Repeat only the lines from the one holding "thumb cmc: (298, 390)" down to the last line of the listing below, including both of those lines.

- Provided information
****************
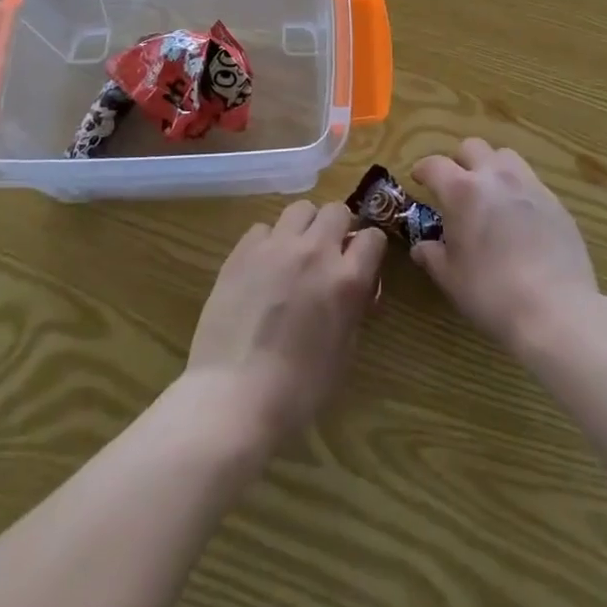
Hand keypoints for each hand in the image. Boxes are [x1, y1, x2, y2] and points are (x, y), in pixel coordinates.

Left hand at [184, 201, 387, 449]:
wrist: (233, 397)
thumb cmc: (298, 390)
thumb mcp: (343, 353)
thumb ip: (353, 309)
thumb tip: (356, 290)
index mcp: (347, 280)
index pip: (373, 237)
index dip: (369, 250)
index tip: (361, 264)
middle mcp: (315, 251)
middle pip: (337, 211)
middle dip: (338, 228)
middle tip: (329, 254)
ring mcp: (277, 246)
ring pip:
****************
- Reply to the task
thumb cmc: (298, 390)
thumb mcp: (343, 353)
thumb ip: (353, 309)
thumb tip: (356, 290)
index mcp: (347, 280)
index pip: (373, 237)
index dip: (369, 250)
index tip: (361, 264)
middle mcp: (315, 251)
middle pip: (337, 211)
middle dip: (338, 228)
middle tip: (329, 254)
ring mcp: (277, 246)
ring pip:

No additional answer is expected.